Following the plan and not rushing into it, Devvarman eventually came up with his first ever album – titled ‘One Three Two.’ It’s an amalgamation of his thoughts. But what was important for him, rather than just putting out a single, was to create an entire album.
“I always grew up listening to albums and I always felt that it gave a much nicer big picture of what the band was going through at that time in their journey as musicians. Albums sound different from each other. So I wanted to put one out like that to show that, here I am, at 38,” he added.
No ranking rules
Going forward though, plans are already underway for a second album. Yet he still remains eager and hopeful when it comes to receiving feedback from his debut in this new industry. In the tennis world, the ‘best’ or even the most popular can be determined through the ranking system. The No 1 player in the world is, quite simply, the best at that point in time. Music, though, is subjective.
And though Devvarman comes from a background where the rules and ranking guidelines are clear and set in stone, he has understood that the reception to his music could go any way depending on the listener’s taste. Yet he remains content and satisfied, given the effort he has put into stepping into a world of unknown and putting forward a body of work he is proud of.
“The one thing that is quantitative is a ranking, a win, a loss. But what is qualitative is the effort you put in, the heart and soul that you’re playing with, the commitment that you have to yourself,” he said.
“From a qualitative perspective, I feel the approach is pretty similar. All of my songs are from an honest place, sometimes too honest, too deep. If you’re conflicted, you’re conflicted and that’s that. You don’t have to be definitively right or left, you can be in your own space figuring it out. That was okay, as long as the songs were coming from a place of honesty, and what I was really feeling.”

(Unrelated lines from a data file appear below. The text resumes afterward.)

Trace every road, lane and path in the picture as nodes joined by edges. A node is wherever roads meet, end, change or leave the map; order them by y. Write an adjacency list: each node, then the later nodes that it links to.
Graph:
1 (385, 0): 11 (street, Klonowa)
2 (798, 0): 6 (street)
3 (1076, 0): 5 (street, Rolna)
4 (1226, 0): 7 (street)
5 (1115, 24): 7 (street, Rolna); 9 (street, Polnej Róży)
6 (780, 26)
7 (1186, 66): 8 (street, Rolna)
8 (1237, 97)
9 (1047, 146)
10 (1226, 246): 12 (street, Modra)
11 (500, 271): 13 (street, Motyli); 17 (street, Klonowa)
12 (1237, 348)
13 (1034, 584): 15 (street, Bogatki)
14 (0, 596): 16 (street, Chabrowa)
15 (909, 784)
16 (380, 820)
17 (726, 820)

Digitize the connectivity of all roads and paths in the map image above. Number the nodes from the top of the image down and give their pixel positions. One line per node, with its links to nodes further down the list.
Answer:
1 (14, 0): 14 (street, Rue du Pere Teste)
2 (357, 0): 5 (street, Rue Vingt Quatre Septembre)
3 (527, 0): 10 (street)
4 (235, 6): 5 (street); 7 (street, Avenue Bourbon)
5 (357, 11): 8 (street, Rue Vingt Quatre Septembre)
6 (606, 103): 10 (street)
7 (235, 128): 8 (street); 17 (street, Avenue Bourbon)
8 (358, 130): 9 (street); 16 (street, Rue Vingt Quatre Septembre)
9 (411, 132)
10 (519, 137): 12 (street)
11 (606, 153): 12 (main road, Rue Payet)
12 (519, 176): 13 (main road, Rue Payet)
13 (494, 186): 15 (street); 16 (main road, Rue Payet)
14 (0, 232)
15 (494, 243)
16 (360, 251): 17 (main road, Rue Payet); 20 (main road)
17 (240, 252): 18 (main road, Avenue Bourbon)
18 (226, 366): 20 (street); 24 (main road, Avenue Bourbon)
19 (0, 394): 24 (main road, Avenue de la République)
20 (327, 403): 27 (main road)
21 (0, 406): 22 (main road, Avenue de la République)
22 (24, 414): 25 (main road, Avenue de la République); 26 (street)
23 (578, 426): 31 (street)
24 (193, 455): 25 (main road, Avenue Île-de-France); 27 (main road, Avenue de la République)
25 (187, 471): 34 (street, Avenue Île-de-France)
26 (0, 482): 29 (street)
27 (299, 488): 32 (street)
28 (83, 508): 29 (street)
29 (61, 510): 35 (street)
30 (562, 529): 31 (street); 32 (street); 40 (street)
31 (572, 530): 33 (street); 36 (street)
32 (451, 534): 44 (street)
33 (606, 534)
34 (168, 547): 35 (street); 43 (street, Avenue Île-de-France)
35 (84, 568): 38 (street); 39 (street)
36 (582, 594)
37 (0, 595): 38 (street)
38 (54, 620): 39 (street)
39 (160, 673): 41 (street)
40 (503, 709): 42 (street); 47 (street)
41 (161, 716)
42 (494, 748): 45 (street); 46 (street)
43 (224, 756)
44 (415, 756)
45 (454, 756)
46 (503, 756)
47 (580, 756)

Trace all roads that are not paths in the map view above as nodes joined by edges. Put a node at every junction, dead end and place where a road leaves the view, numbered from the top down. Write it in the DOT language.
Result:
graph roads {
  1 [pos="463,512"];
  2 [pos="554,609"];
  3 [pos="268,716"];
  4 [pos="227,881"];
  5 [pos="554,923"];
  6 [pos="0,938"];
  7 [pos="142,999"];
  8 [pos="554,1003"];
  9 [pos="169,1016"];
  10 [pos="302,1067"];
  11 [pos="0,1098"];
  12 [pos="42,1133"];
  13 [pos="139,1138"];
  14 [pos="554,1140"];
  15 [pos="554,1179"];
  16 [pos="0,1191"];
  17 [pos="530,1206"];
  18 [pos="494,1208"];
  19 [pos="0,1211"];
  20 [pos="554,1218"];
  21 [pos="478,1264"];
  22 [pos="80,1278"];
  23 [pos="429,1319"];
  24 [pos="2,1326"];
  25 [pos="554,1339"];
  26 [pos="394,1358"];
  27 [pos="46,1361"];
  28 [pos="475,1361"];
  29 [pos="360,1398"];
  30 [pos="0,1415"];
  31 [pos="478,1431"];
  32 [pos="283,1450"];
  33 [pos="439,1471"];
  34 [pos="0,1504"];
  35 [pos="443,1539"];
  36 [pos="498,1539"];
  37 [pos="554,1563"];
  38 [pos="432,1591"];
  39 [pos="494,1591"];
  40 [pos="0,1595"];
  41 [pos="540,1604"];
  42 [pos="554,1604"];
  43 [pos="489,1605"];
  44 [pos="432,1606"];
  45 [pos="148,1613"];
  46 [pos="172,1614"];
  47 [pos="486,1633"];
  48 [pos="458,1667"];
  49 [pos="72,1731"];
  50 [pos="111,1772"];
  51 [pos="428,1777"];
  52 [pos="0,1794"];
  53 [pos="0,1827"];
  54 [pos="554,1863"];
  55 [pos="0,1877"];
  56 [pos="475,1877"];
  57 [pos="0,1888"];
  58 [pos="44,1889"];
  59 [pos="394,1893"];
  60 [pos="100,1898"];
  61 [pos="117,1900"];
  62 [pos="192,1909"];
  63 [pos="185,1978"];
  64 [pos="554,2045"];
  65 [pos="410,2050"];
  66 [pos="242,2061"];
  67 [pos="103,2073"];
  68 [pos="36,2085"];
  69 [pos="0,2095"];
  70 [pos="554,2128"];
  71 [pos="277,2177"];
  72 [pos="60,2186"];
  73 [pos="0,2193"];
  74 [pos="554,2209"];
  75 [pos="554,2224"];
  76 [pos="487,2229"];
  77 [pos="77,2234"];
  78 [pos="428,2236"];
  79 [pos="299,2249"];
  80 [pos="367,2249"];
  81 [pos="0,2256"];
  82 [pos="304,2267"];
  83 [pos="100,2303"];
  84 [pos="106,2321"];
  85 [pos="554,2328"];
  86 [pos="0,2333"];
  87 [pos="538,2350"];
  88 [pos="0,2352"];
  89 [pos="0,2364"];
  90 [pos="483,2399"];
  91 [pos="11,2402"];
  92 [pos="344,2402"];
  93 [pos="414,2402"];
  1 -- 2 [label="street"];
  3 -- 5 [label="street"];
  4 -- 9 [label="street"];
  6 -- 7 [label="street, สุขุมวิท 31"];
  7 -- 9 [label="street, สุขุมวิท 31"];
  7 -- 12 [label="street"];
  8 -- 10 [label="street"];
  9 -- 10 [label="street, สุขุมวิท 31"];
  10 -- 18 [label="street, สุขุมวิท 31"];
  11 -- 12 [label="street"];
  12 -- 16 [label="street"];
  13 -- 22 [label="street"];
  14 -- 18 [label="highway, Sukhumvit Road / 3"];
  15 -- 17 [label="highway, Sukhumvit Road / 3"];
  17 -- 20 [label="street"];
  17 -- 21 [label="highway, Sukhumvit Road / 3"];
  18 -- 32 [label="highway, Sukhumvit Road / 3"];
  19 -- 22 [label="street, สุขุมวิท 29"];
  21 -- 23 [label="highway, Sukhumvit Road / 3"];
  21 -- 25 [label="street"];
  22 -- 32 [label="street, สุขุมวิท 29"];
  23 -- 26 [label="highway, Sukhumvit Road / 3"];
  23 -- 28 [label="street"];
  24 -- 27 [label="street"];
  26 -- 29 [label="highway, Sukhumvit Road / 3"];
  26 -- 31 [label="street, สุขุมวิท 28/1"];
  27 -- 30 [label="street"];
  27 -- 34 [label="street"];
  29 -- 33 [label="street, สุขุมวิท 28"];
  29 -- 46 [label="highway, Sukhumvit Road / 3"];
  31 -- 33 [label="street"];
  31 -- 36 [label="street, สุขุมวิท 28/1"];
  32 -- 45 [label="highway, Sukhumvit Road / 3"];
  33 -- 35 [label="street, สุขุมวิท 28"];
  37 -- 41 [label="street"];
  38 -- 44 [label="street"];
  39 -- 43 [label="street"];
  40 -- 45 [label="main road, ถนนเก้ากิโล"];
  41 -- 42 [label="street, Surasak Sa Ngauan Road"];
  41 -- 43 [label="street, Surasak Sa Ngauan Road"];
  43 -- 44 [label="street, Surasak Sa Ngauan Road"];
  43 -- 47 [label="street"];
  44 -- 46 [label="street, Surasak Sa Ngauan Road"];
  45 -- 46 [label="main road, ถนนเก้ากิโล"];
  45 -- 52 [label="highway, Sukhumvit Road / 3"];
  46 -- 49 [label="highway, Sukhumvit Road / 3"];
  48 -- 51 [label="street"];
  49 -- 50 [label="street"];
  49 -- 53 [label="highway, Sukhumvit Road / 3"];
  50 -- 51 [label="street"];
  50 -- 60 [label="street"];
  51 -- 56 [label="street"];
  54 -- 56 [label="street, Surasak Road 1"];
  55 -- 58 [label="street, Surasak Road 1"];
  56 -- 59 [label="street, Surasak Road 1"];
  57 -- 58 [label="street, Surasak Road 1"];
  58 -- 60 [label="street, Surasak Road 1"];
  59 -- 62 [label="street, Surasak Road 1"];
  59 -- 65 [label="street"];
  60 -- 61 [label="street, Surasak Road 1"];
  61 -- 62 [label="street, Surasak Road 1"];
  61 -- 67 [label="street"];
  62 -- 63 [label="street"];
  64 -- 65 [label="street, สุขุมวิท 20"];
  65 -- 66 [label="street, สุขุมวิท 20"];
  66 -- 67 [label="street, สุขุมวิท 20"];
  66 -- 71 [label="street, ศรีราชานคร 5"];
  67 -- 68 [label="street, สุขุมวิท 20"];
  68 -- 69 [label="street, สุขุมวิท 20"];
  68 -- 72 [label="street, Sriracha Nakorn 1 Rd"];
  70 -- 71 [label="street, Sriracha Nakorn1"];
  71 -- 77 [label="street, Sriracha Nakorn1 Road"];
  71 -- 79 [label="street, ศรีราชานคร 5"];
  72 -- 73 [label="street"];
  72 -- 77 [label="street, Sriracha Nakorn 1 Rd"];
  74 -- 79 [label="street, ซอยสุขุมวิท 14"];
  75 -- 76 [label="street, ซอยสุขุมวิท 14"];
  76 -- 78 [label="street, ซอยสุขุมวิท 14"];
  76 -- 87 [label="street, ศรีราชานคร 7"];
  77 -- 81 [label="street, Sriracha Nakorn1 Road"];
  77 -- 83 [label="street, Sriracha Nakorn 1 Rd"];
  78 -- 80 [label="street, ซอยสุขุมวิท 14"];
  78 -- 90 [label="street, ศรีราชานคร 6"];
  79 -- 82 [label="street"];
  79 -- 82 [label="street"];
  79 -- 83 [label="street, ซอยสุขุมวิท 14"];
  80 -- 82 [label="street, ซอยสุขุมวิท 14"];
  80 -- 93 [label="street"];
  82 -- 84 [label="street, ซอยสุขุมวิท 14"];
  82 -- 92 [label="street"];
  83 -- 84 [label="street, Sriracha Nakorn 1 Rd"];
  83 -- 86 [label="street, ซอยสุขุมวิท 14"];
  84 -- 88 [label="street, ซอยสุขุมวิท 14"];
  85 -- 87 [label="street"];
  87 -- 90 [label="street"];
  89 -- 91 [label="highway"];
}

On the tennis court, Devvarman was India’s top singles player for years. He was a Davis Cup mainstay and the only Indian, in this century, to reach two ATP Tour singles finals (losing the 2009 Chennai Open to Marin Cilic and 2011 Johannesburg Open to Kevin Anderson – both former top 10 players). He was a highly disciplined tennis player, a tireless runner who was ready to delve into a slugfest – in 2015, he battled for three hours and 31 minutes to win the Winnetka Challenger in what then became the record for longest Challenger final. That record was broken on March 5, 2023, in Pau France.
Now, he’s already taken his first big step in another field. One that can be just as unforgiving as a tennis court, but just as rewarding. Yet he’s staying humble in his expectations.
“Right now, building a house from scratch, while laying the foundations, my only hope is that people coming into the house have a pleasant experience. And that’s good enough,” he added.
“If I was a good use of other people’s time, that would be fair enough for me.”
It’s been a while since he was last seen gliding around court in a professional match. Now he hopes his voice can reverberate through his music.
With reporting inputs from Samreen Razzaqui.